THE TASK
Leave the images behind and copy every record exactly.

=== TASK INPUTS ===

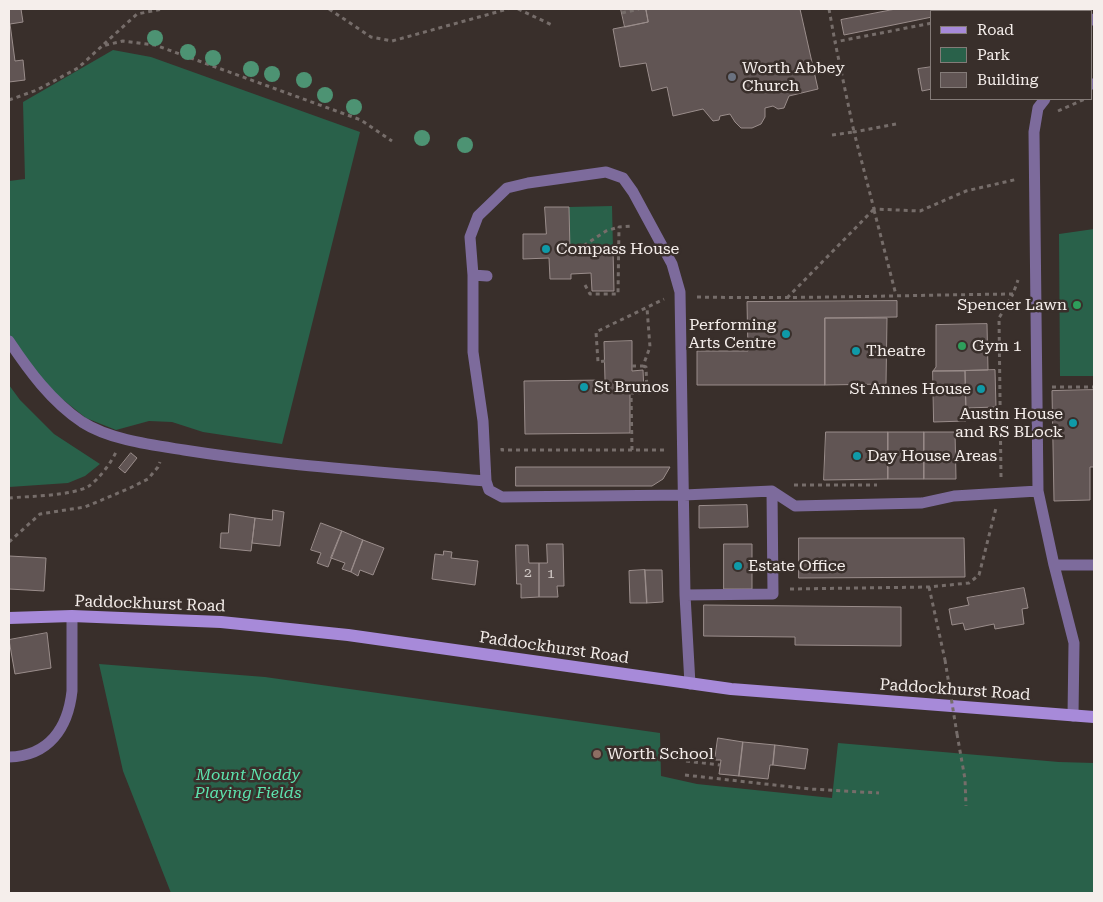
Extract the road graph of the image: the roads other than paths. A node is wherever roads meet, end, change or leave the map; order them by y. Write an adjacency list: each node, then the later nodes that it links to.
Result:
1 (1044, 100): 7 (lane)
2 (473, 275): 3 (lane); 5 (lane); 8 (lane)
3 (487, 276)
4 (9, 341): 5 (lane)
5 (486, 481): 8 (lane)
6 (772, 491): 7 (lane); 8 (lane); 11 (lane)
7 (1038, 491): 9 (lane)
8 (684, 495): 11 (lane)
9 (1054, 564): 10 (lane); 15 (lane)
10 (1094, 565)
11 (685, 596): 14 (lane)
12 (72, 616): 13 (main road, Paddockhurst Road); 14 (main road, Paddockhurst Road); 17 (lane)
13 (9, 618)
14 (690, 684): 15 (main road, Paddockhurst Road)
15 (1073, 716): 16 (main road, Paddockhurst Road)
16 (1094, 717)
17 (9, 757)

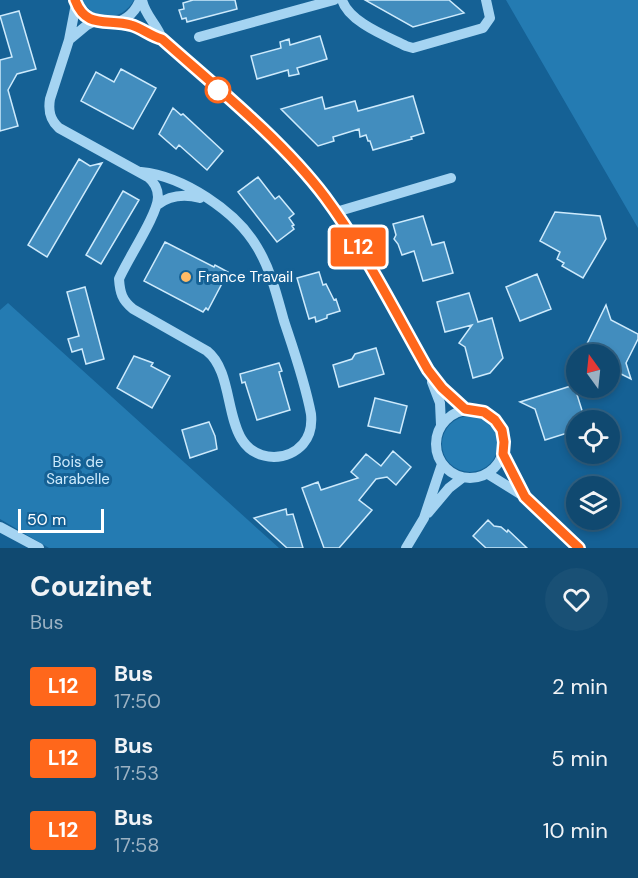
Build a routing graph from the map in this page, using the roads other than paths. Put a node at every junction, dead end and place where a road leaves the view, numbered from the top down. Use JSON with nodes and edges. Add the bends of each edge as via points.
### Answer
{"nodes":[{"id":1,"x":141,"y":0,"type":"edge"},
{"id":2,"x":334,"y":0,"type":"edge"},
{"id":3,"x":342,"y":0,"type":"edge"},
{"id":4,"x":486,"y":0,"type":"edge"},
{"id":5,"x":75,"y":2,"type":"edge"},
{"id":6,"x":95,"y":21,"type":"junction"},
{"id":7,"x":115,"y":22,"type":"junction"},
{"id":8,"x":199,"y":37,"type":"dead end"},
{"id":9,"x":162,"y":39,"type":"junction"},
{"id":10,"x":69,"y":40,"type":"junction"},
{"id":11,"x":141,"y":172,"type":"junction"},
{"id":12,"x":451,"y":178,"type":"dead end"},
{"id":13,"x":214,"y":204,"type":"junction"},
{"id":14,"x":157,"y":205,"type":"junction"},
{"id":15,"x":336,"y":212,"type":"junction"},
{"id":16,"x":428,"y":370,"type":"junction"},
{"id":17,"x":465,"y":409,"type":"junction"},
{"id":18,"x":441,"y":425,"type":"junction"},
{"id":19,"x":503,"y":454,"type":"junction"},
{"id":20,"x":442,"y":464,"type":"junction"},
{"id":21,"x":488,"y":474,"type":"junction"},
{"id":22,"x":462,"y":477,"type":"junction"},
{"id":23,"x":525,"y":497,"type":"junction"},
{"id":24,"x":424,"y":518,"type":"junction"},
{"id":25,"x":0,"y":527,"type":"edge"},
{"id":26,"x":39,"y":548,"type":"edge"},
{"id":27,"x":406,"y":548,"type":"edge"},
{"id":28,"x":579,"y":548,"type":"edge"}],
"edges":[{"from":1,"to":7,"type":"street","via":[[132,14]]},
{"from":1,"to":9,"type":"street"},
{"from":2,"to":8,"type":"street"},
{"from":3,"to":4,"type":"street","via":[[351,15],[406,46],[417,47],[483,28],[490,18]]},
{"from":5,"to":6,"type":"street","via":[[83,14]]},
{"from":5,"to":10,"type":"street"},
{"from":6,"to":7,"type":"street"},
{"from":6,"to":10,"type":"street"},
{"from":7,"to":9,"type":"street","via":[[130,24]]},
{"from":9,"to":15,"type":"street","via":[[273,140]]},
{"from":10,"to":11,"type":"street","via":[[50,99],[52,121]]},
{"from":11,"to":13,"type":"street","via":[[178,182]]},
{"from":11,"to":14,"type":"street","via":[[156,187]]},
{"from":12,"to":15,"type":"street"},
{"from":13,"to":14,"type":"street","via":[[181,195]]},
{"from":13,"to":14,"type":"street","via":[[244,229],[264,259],[310,406],[312,420],[306,440],[286,455],[261,455],[244,444],[220,367],[211,354],[123,301],[119,279]]},
{"from":15,"to":16,"type":"street"},
{"from":16,"to":17,"type":"street"},
{"from":16,"to":18,"type":"street","via":[[440,403]]},
{"from":17,"to":18,"type":"street","via":[[447,417]]},
{"from":17,"to":19,"type":"street","via":[[484,412],[495,420],[503,436]]},
{"from":18,"to":20,"type":"street","via":[[435,445]]},
{"from":19,"to":21,"type":"street"},
{"from":19,"to":23,"type":"street"},
{"from":20,"to":22,"type":"street"},
{"from":20,"to":24,"type":"street"},
{"from":21,"to":22,"type":"street"},
{"from":21,"to":23,"type":"street"},
{"from":22,"to":24,"type":"street"},
{"from":23,"to":28,"type":"street"},
{"from":24,"to":27,"type":"street"},
{"from":25,"to":26,"type":"street"}]}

===

RESULT OF THE TASK
Extract the road graph of the image: the roads other than paths. A node is wherever roads meet, end, change or leave the map; order them by y. Write an adjacency list: each node, then the later nodes that it links to.
Result:
1 (1044, 100): 7 (lane)
2 (473, 275): 3 (lane); 5 (lane); 8 (lane)
3 (487, 276)
4 (9, 341): 5 (lane)
5 (486, 481): 8 (lane)
6 (772, 491): 7 (lane); 8 (lane); 11 (lane)
7 (1038, 491): 9 (lane)
8 (684, 495): 11 (lane)
9 (1054, 564): 10 (lane); 15 (lane)
10 (1094, 565)
11 (685, 596): 14 (lane)
12 (72, 616): 13 (main road, Paddockhurst Road); 14 (main road, Paddockhurst Road); 17 (lane)
13 (9, 618)
14 (690, 684): 15 (main road, Paddockhurst Road)
15 (1073, 716): 16 (main road, Paddockhurst Road)
16 (1094, 717)
17 (9, 757)

Build a routing graph from the map in this page, using the roads other than paths. Put a node at every junction, dead end and place where a road leaves the view, numbered from the top down. Use JSON with nodes and edges. Add the bends of each edge as via points.
### Answer
{"nodes":[{"id":1,"x":141,"y":0,"type":"edge"},
{"id":2,"x":334,"y":0,"type":"edge"},
{"id":3,"x":342,"y":0,"type":"edge"},
{"id":4,"x":486,"y":0,"type":"edge"},
{"id":5,"x":75,"y":2,"type":"edge"},
{"id":6,"x":95,"y":21,"type":"junction"},
{"id":7,"x":115,"y":22,"type":"junction"},
{"id":8,"x":199,"y":37,"type":"dead end"},
{"id":9,"x":162,"y":39,"type":"junction"},
{"id":10,"x":69,"y":40,"type":"junction"},
{"id":11,"x":141,"y":172,"type":"junction"},
{"id":12,"x":451,"y":178,"type":"dead end"},
{"id":13,"x":214,"y":204,"type":"junction"},
{"id":14,"x":157,"y":205,"type":"junction"},
{"id":15,"x":336,"y":212,"type":"junction"},
{"id":16,"x":428,"y":370,"type":"junction"},
{"id":17,"x":465,"y":409,"type":"junction"},
{"id":18,"x":441,"y":425,"type":"junction"},
{"id":19,"x":503,"y":454,"type":"junction"},
{"id":20,"x":442,"y":464,"type":"junction"},
{"id":21,"x":488,"y":474,"type":"junction"},
{"id":22,"x":462,"y":477,"type":"junction"},
{"id":23,"x":525,"y":497,"type":"junction"},
{"id":24,"x":424,"y":518,"type":"junction"},
{"id":25,"x":0,"y":527,"type":"edge"},
{"id":26,"x":39,"y":548,"type":"edge"},
{"id":27,"x":406,"y":548,"type":"edge"},
{"id":28,"x":579,"y":548,"type":"edge"}],
"edges":[{"from":1,"to":7,"type":"street","via":[[132,14]]},
{"from":1,"to":9,"type":"street"},
{"from":2,"to":8,"type":"street"},
{"from":3,"to":4,"type":"street","via":[[351,15],[406,46],[417,47],[483,28],[490,18]]},
{"from":5,"to":6,"type":"street","via":[[83,14]]},
{"from":5,"to":10,"type":"street"},
{"from":6,"to":7,"type":"street"},
{"from":6,"to":10,"type":"street"},
{"from":7,"to":9,"type":"street","via":[[130,24]]},
{"from":9,"to":15,"type":"street","via":[[273,140]]},
{"from":10,"to":11,"type":"street","via":[[50,99],[52,121]]},
{"from":11,"to":13,"type":"street","via":[[178,182]]},
{"from":11,"to":14,"type":"street","via":[[156,187]]},
{"from":12,"to":15,"type":"street"},
{"from":13,"to":14,"type":"street","via":[[181,195]]},
{"from":13,"to":14,"type":"street","via":[[244,229],[264,259],[310,406],[312,420],[306,440],[286,455],[261,455],[244,444],[220,367],[211,354],[123,301],[119,279]]},
{"from":15,"to":16,"type":"street"},
{"from":16,"to":17,"type":"street"},
{"from":16,"to":18,"type":"street","via":[[440,403]]},
{"from":17,"to":18,"type":"street","via":[[447,417]]},
{"from":17,"to":19,"type":"street","via":[[484,412],[495,420],[503,436]]},
{"from":18,"to":20,"type":"street","via":[[435,445]]},
{"from":19,"to":21,"type":"street"},
{"from":19,"to":23,"type":"street"},
{"from":20,"to":22,"type":"street"},
{"from":20,"to":24,"type":"street"},
{"from":21,"to":22,"type":"street"},
{"from":21,"to":23,"type":"street"},
{"from":22,"to":24,"type":"street"},
{"from":23,"to":28,"type":"street"},
{"from":24,"to":27,"type":"street"},
{"from":25,"to":26,"type":"street"}]}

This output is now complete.